Должно сказать поистине, что здесь народу много, а людей мало.
Что делать с москвичами, — они не привыкли к деятельности и любят праздность и веселье. Они служат только из-за наград и тогда только, когда узнают, что едет в Москву государь. Когда же скоро он выедет за заставу, то, перекрестясь, говорят: «Слава Богу, уехал», — и тотчас мундиры и штаны долой, надевают халат и закуривают сигаретки, растянувшись на диване. Вот и вся их служба.
Мы очень умны в Москве, но у вас мало наличных и ходячих мыслей в обращении. Вы капиталисты, но ваши миллионы все в кредитных бумагах на дальние сроки и в акциях, которых выручка отложена на неопределенное время, так что на свои нужды и на насущные нужды ближних нет у вас карманных денег.
Москвичи — дикие во фраках! Церковь и модная лавка. Монахи и трактир.
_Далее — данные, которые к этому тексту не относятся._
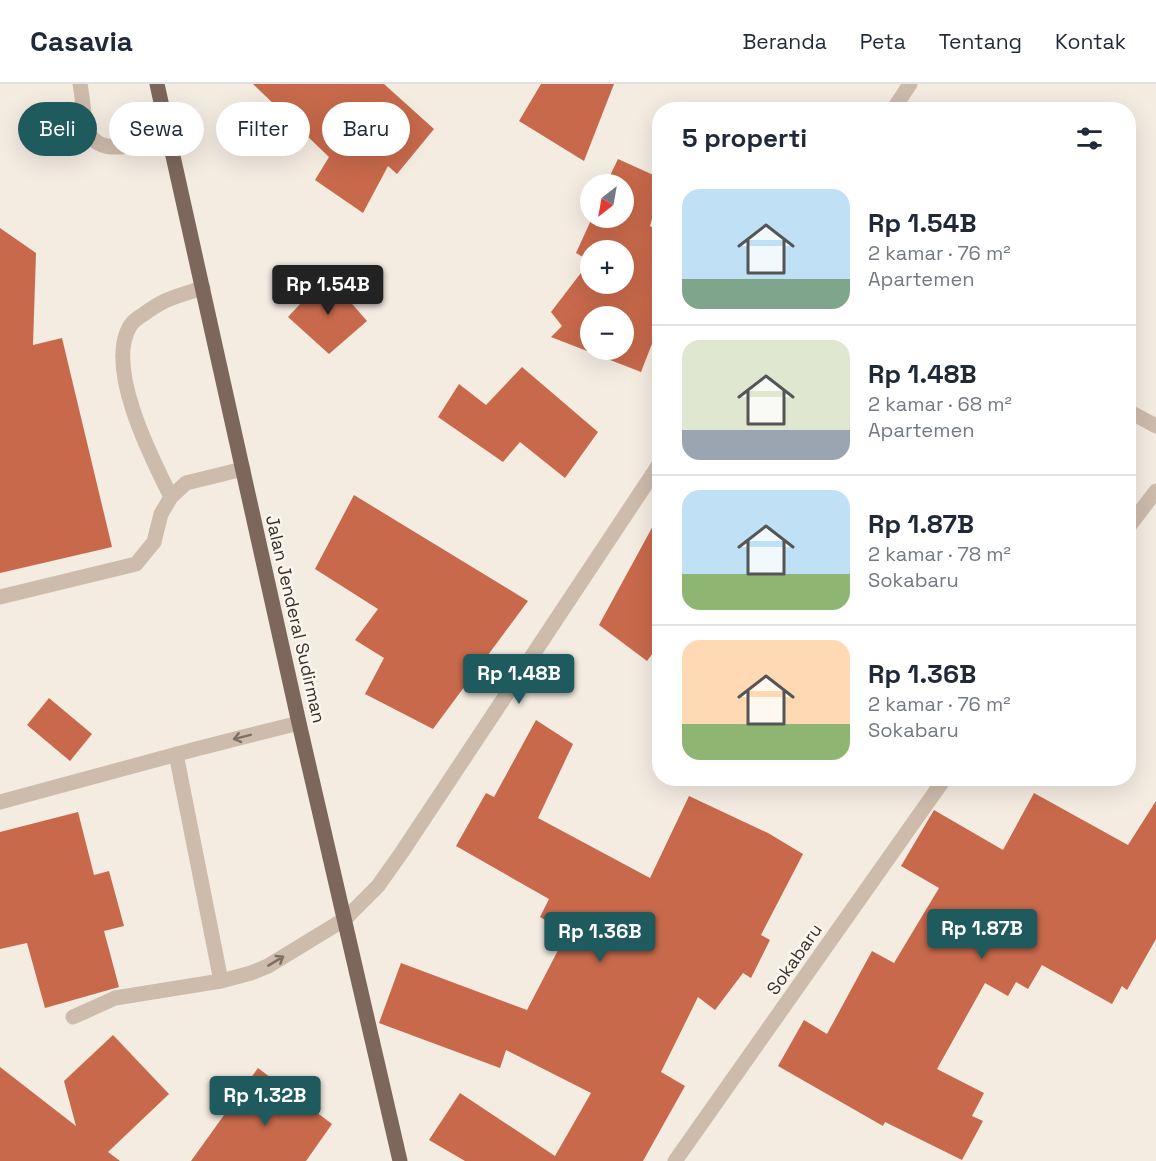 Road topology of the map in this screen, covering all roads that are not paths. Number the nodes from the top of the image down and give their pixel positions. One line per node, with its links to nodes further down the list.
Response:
1 (80, 84): 6 (street)
2 (157, 84): 4 (main road, Jalan Jenderal Sudirman)
3 (910, 84): 5 (street)
4 (161, 102)
5 (898, 102)
6 (109, 148)
7 (174, 156): 8 (main road, Jalan Jenderal Sudirman)
8 (203, 288): 11 (main road, Jalan Jenderal Sudirman); 14 (street)
9 (1136, 415): 10 (street)
10 (1156, 426)
11 (243, 469): 14 (street); 17 (main road, Jalan Jenderal Sudirman)
12 (652, 475): 21 (street)
13 (1156, 491): 15 (street)
14 (171, 497): 16 (street)
15 (1136, 517)
16 (0, 597)
17 (299, 723): 18 (street, one-way to 18); 21 (main road, Jalan Jenderal Sudirman)
18 (176, 754): 20 (street); 22 (street)
19 (939, 786): 25 (street, Sokabaru)
20 (0, 802)
21 (345, 919): 22 (street, one-way to 21); 24 (main road, Jalan Jenderal Sudirman)
22 (221, 981): 23 (street)
23 (73, 1017)
24 (400, 1161)
25 (675, 1161) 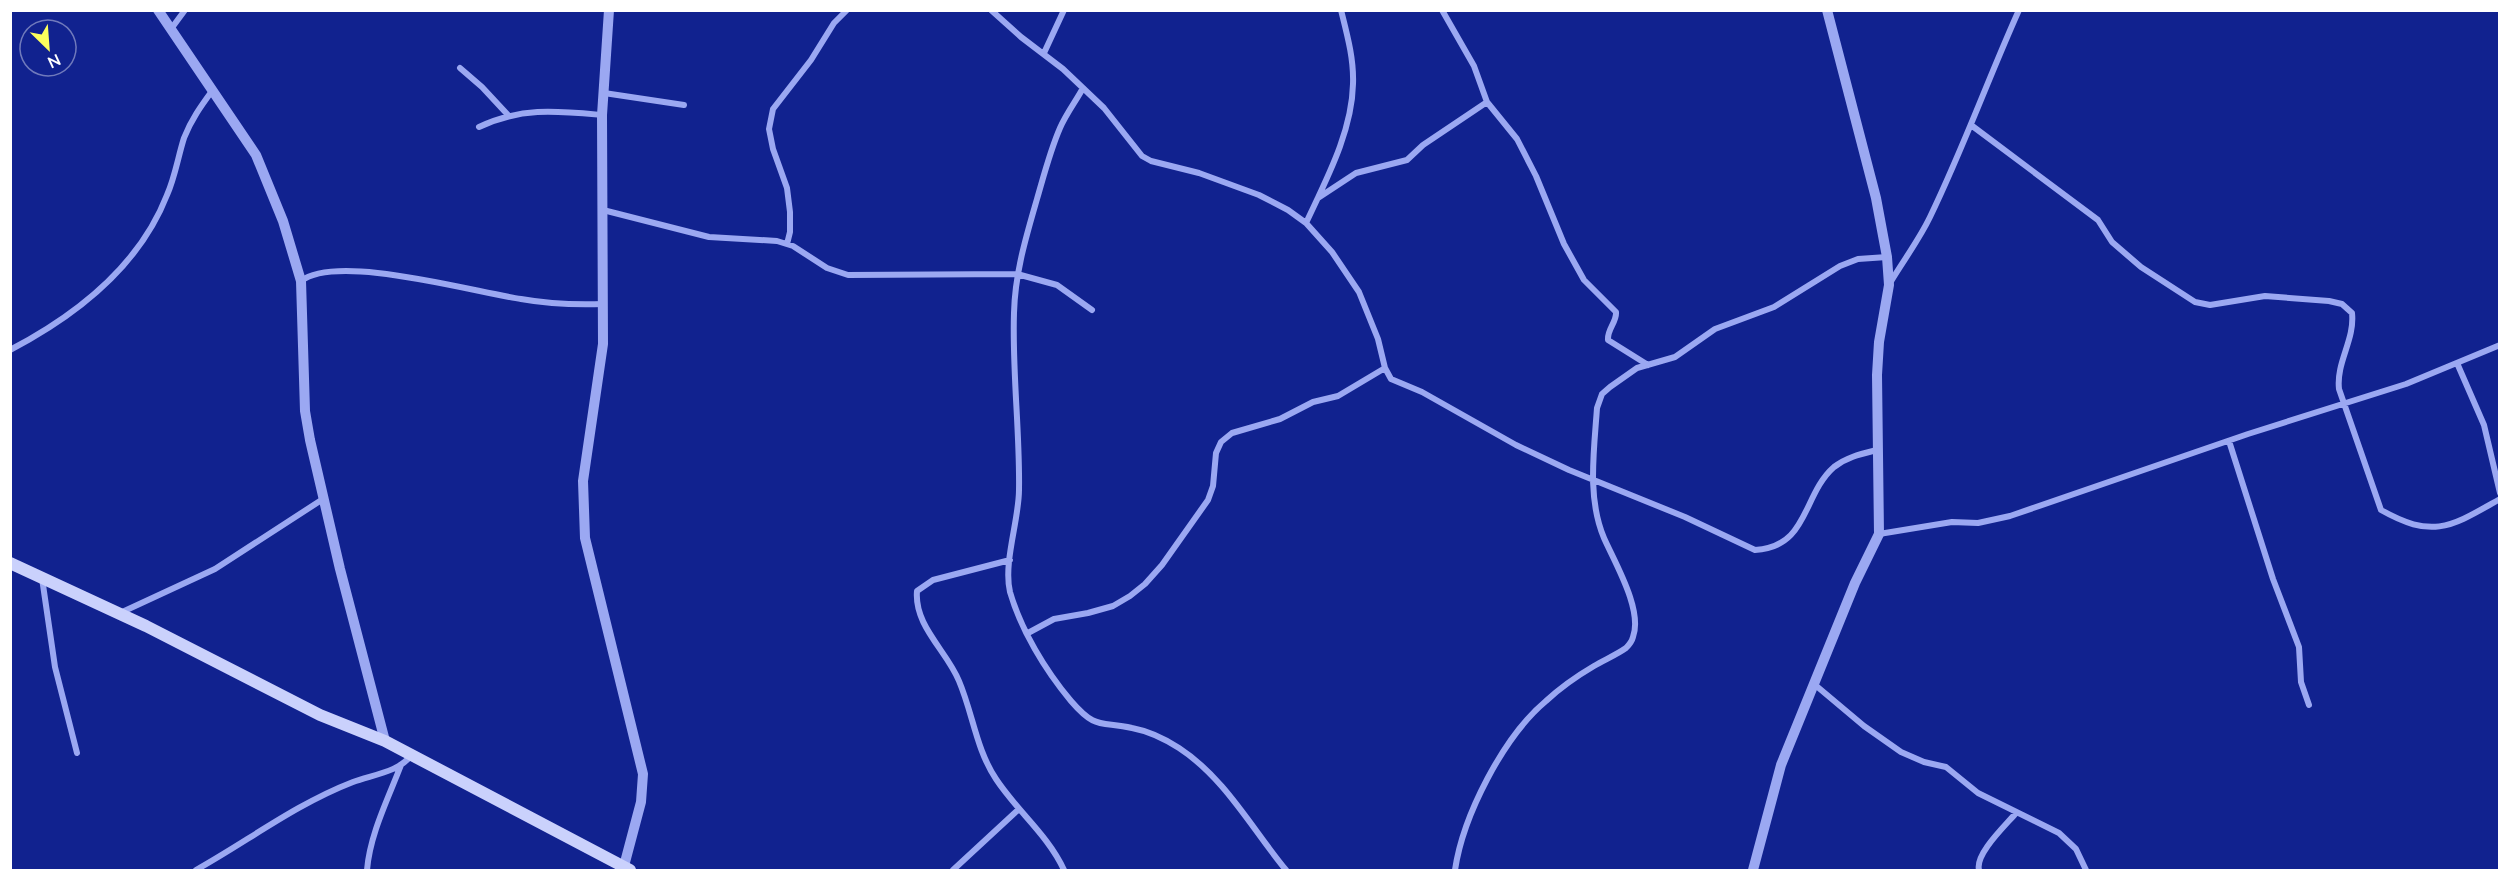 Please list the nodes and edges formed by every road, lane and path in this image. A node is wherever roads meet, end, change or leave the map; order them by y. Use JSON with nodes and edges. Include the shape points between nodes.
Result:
{"nodes":[{"id":1,"x":158,"y":10,"type":"edge"},
{"id":2,"x":185,"y":10,"type":"edge"},
{"id":3,"x":609,"y":10,"type":"edge"},
{"id":4,"x":847,"y":10,"type":"edge"},
{"id":5,"x":990,"y":10,"type":"edge"},
{"id":6,"x":1064,"y":10,"type":"edge"},
{"id":7,"x":1341,"y":10,"type":"edge"},
{"id":8,"x":1442,"y":10,"type":"edge"},
{"id":9,"x":1827,"y":10,"type":"edge"},
{"id":10,"x":2019,"y":12,"type":"edge"},
{"id":11,"x":171,"y":29,"type":"junction"},
{"id":12,"x":1044,"y":53,"type":"junction"},
{"id":13,"x":460,"y":68,"type":"dead end"},
{"id":14,"x":1083,"y":88,"type":"junction"},
{"id":15,"x":212,"y":91,"type":"junction"},
{"id":16,"x":603,"y":93,"type":"junction"},
{"id":17,"x":1487,"y":102,"type":"junction"},
{"id":18,"x":684,"y":105,"type":"dead end"},
{"id":19,"x":508,"y":115,"type":"junction"},
{"id":20,"x":602,"y":115,"type":"junction"},
{"id":21,"x":1971,"y":125,"type":"junction"},
{"id":22,"x":479,"y":127,"type":"dead end"},
{"id":23,"x":1317,"y":200,"type":"junction"},
{"id":24,"x":603,"y":210,"type":"junction"},
{"id":25,"x":1306,"y":223,"type":"junction"},
{"id":26,"x":787,"y":244,"type":"junction"},
{"id":27,"x":1887,"y":257,"type":"junction"},
{"id":28,"x":1017,"y":274,"type":"junction"},
{"id":29,"x":301,"y":281,"type":"junction"},
{"id":30,"x":1889,"y":285,"type":"junction"},
{"id":31,"x":604,"y":304,"type":"junction"},
{"id":32,"x":1092,"y":310,"type":"dead end"},
{"id":33,"x":2499,"y":345,"type":"edge"},
{"id":34,"x":10,"y":350,"type":"edge"},
{"id":35,"x":2457,"y":363,"type":"junction"},
{"id":36,"x":1648,"y":365,"type":"junction"},
{"id":37,"x":1385,"y":368,"type":"junction"},
{"id":38,"x":2343,"y":405,"type":"junction"},
{"id":39,"x":2229,"y":441,"type":"junction"},
{"id":40,"x":1877,"y":450,"type":"junction"},
{"id":41,"x":1594,"y":481,"type":"junction"},
{"id":42,"x":2499,"y":493,"type":"edge"},
{"id":43,"x":323,"y":499,"type":"junction"},
{"id":44,"x":2499,"y":499,"type":"edge"},
{"id":45,"x":1880,"y":534,"type":"junction"},
{"id":46,"x":1010,"y":560,"type":"junction"},
{"id":47,"x":10,"y":563,"type":"edge"},
{"id":48,"x":41,"y":577,"type":"junction"},
{"id":49,"x":119,"y":613,"type":"junction"},
{"id":50,"x":1028,"y":633,"type":"junction"},
{"id":51,"x":1814,"y":684,"type":"junction"},
{"id":52,"x":2309,"y":705,"type":"dead end"},
{"id":53,"x":385,"y":741,"type":"junction"},
{"id":54,"x":77,"y":753,"type":"dead end"},
{"id":55,"x":411,"y":755,"type":"junction"},
{"id":56,"x":401,"y":765,"type":"junction"},
{"id":57,"x":1019,"y":809,"type":"junction"},
{"id":58,"x":2016,"y":813,"type":"junction"},
{"id":59,"x":627,"y":868,"type":"edge"},
{"id":60,"x":196,"y":870,"type":"edge"},
{"id":61,"x":367,"y":870,"type":"edge"},
{"id":62,"x":953,"y":870,"type":"edge"},
{"id":63,"x":1064,"y":870,"type":"edge"},
{"id":64,"x":1286,"y":870,"type":"edge"},
{"id":65,"x":1455,"y":870,"type":"edge"},
{"id":66,"x":1753,"y":870,"type":"edge"},
{"id":67,"x":1978,"y":870,"type":"edge"},
{"id":68,"x":2086,"y":870,"type":"edge"}],
"edges":[{"from":1,"to":11,"type":"street"},
{"from":2,"to":11,"type":"street"},
{"from":3,"to":16,"type":"street"},
{"from":4,"to":26,"type":"street","via":[[773,109],[769,129],[788,188]]},
{"from":5,"to":12,"type":"street"},
{"from":6,"to":12,"type":"street"},
{"from":7,"to":23,"type":"street","via":[[1350,46],[1350,114]]},
{"from":8,"to":17,"type":"street","via":[[1474,66]]},
{"from":9,"to":27,"type":"street","via":[[1876,198]]},
{"from":10,"to":21,"type":"street"},
{"from":11,"to":15,"type":"street"},
{"from":12,"to":14,"type":"street"},
{"from":13,"to":19,"type":"street"},
{"from":14,"to":25,"type":"street","via":[[1151,161],[1259,195]]},
{"from":14,"to":28,"type":"street","via":[[1061,126],[1047,162]]},
{"from":15,"to":29,"type":"street","via":[[256,155],[284,221]]},
{"from":15,"to":34,"type":"street","via":[[184,138],[162,208],[136,252],[96,293]]},
{"from":16,"to":18,"type":"street"},
{"from":16,"to":20,"type":"street"},
{"from":17,"to":23,"type":"street","via":[[1407,160],[1356,173]]},
{"from":17,"to":36,"type":"street","via":[[1517,140],[1584,280],[1616,312],[1608,340]]},
{"from":19,"to":20,"type":"street","via":[[538,111]]},
{"from":19,"to":22,"type":"street"},
{"from":20,"to":24,"type":"street"},
{"from":21,"to":30,"type":"street","via":[[1929,219]]},
{"from":21,"to":38,"type":"street","via":[[2098,220],[2112,242],[2141,267],[2195,302],[2216,304],[2265,297],[2330,301],[2349,309],[2352,327],[2338,380]]},
{"from":23,"to":25,"type":"street"},
{"from":24,"to":26,"type":"street","via":[[709,237]]},
{"from":24,"to":31,"type":"street"},
{"from":25,"to":37,"type":"street","via":[[1359,292]]},
{"from":26,"to":28,"type":"street","via":[[827,268],[848,275]]},
{"from":27,"to":30,"type":"street"},
{"from":27,"to":36,"type":"street","via":[[1858,259],[1840,266],[1774,307],[1715,329],[1675,357]]},
{"from":28,"to":32,"type":"street","via":[[1057,285]]},
{"from":28,"to":46,"type":"street","via":[[1014,324],[1019,497]]},
{"from":29,"to":31,"type":"street","via":[[310,274],[330,270],[357,271],[562,305]]},
{"from":29,"to":43,"type":"street","via":[[305,411]]},
{"from":30,"to":40,"type":"street","via":[[1879,342]]},
{"from":31,"to":59,"type":"street","via":[[603,344],[586,451],[583,512],[585,538],[643,774]]},
{"from":33,"to":35,"type":"street"},
{"from":35,"to":38,"type":"street"},
{"from":35,"to":42,"type":"street","via":[[2484,425]]},
{"from":36,"to":41,"type":"street","via":[[1631,372],[1602,394],[1596,408]]},
{"from":37,"to":41,"type":"street","via":[[1391,378],[1516,445]]},
{"from":37,"to":50,"type":"street","via":[[1338,396],[1312,402],[1221,442],[1208,500],[1145,584],[1113,606],[1054,619]]},
{"from":38,"to":39,"type":"street"},
{"from":38,"to":44,"type":"street","via":[[2381,510],[2397,519],[2436,529],[2457,523]]},
{"from":39,"to":45,"type":"street","via":[[2010,516]]},
{"from":39,"to":52,"type":"street","via":[[2299,647],[2301,682]]},
{"from":40,"to":41,"type":"street","via":[[1846,459],[1833,468],[1822,481],[1800,525],[1781,543],[1767,549],[1755,550]]},
{"from":40,"to":45,"type":"street"},
{"from":41,"to":65,"type":"street","via":[[1598,523],[1627,586],[1634,635],[1626,648],[1568,683],[1529,717],[1468,819]]},
{"from":43,"to":49,"type":"street","via":[[215,569]]},
{"from":43,"to":53,"type":"street"},
{"from":45,"to":51,"type":"street","via":[[1855,583]]},
{"from":46,"to":50,"type":"street","via":[[1010,589]]},
{"from":46,"to":57,"type":"street","via":[[933,580],[918,591],[916,601],[926,628],[959,680],[990,770]]},
{"from":47,"to":48,"type":"main road"},
{"from":48,"to":49,"type":"main road"},
{"from":48,"to":54,"type":"street","via":[[55,667]]},
{"from":49,"to":53,"type":"main road","via":[[320,716]]},
{"from":50,"to":64,"type":"street","via":[[1052,676],[1084,714],[1104,726],[1150,733],[1179,748],[1229,794]]},
{"from":51,"to":58,"type":"street","via":[[1901,752],[1946,767],[1978,792]]},
{"from":51,"to":66,"type":"street","via":[[1782,765]]},
{"from":53,"to":55,"type":"main road"},
{"from":55,"to":56,"type":"street"},
{"from":55,"to":59,"type":"main road"},
{"from":56,"to":60,"type":"street","via":[[318,798]]},
{"from":56,"to":61,"type":"street","via":[[375,833]]},
{"from":57,"to":62,"type":"street"},
{"from":57,"to":63,"type":"street","via":[[1043,834]]},
{"from":58,"to":67,"type":"street","via":[[1980,855]]},
{"from":58,"to":68,"type":"street","via":[[2069,841]]}]}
Москвичи люди умные, но многословны и от нечего делать толкут воду в ступе. Оттого их может смутить всякая бабья сплетня и сделаться для них предметом неистощимых споров.
Что за лентяи эти москвичи! Мне кажется, вам жены больше всего мешают.
В Москве ленятся, в Москве отдыхают перед трудом, в Москве говорят более, нежели пишут, думают больше, нежели работают, в Москве иногда лучше любят ничего не делать, нежели делать ничего (пустое).
Их маленький кружок (московских литераторов) есть не что иное, как двор со своими предрассудками, подобострастием, исключительностью и самодовольствием (с тою разницей, что у них формы и приемы грубые).
И в этих-то стенах, посреди этих памятников народной жизни, самобытной, свежей, родной, прозябает отродье полуфранцузов по легкомыслию, полутатар по невежеству.
Сильны москвичи на словах, города берут, что лыко дерут, а до дела дойдет, вся храбрость пропадает. Потолковать наше дело, а за делом посидеть — так спина болит.
Москва тяготит своими историческими воспоминаниями. В самом деле, начиная от Тамерлана и до Наполеона ее колотили в ус и в рыло. Буйные оргии Грозного, казни на площади, обрызганная кровью нагайка баскака колотила по пяткам русского человека в его же столице.
Почему же мы должны признать своим домом Москву — этого ублюдка, происшедшего от изнасилования русской суеверной бабы кровожадным татарином?.. Какой след во всемирной истории оставила Москва в течение своего семивекового существования? Зародилась ли там какая-либо мысль, плодотворно влиявшая на развитие человечества; раздалось ли оттуда какое-либо свежее, просветляющее слово, показалось ли там какое-либо вековечное произведение искусства?
Времени и пространства не постигнешь, моря не выпьешь, Москвы не переврешь.
В Москве, я заметил, очень любят целоваться: вы издали еще видите, как знакомый, идущий вам навстречу, устанавливает свои губы в трубу; подойдя к вам, сладостно прижимает трубу к щекам вашим и непременно трижды; встречаются такие, которые просто взасос целуют в губы.
ЖЕНЩИНЫ
Ум женский не тверд аки храм непокровен: мудрость женская аки плоть неокопан до ветру стоит — ветер повеет и оплот порушится, так и мудрость женская аки оплот до прелестного глаголания и до сладкого увещания тверда есть. Немощнейше суть разумы женские в нечувственных ничтоже могуще умное постигнута.
Наши дамы играют в преферанс, злословят, сплетничают между собой, «к военным людям так и льнут», да принимают ласково только камер-юнкеров, да богатых женихов. Зачем им бедные поэты, не завитые писатели, не смазливые ученые.
Прежде сего одевались. А ныне раздеваются. Иная едет на бал как модель для живописцев; другая из отцовского дома, как из кунсткамеры: на руке мешок с бельем, все сквозит, все летит, раз взглянул, точно от купели принимал… Дочь с матерью, точно как мадамой: обе налегке, под краской. Дочь мигает, мать моргает, одна танцует, другая вальсирует, одна ищет жениха, другая пастушка; одна с ума сходит, другая в себя не приходит. Господи помилуй, да будет ли этому конец!
Прошло то благополучное для смертных время, в которое человек, всегда юный в страстях своих, любил пламенно и нежно, душа его горела огнем чистым; а ныне любви нет, ныне все девки да девки, вчера такая, завтра иная — вот любовь нашего века.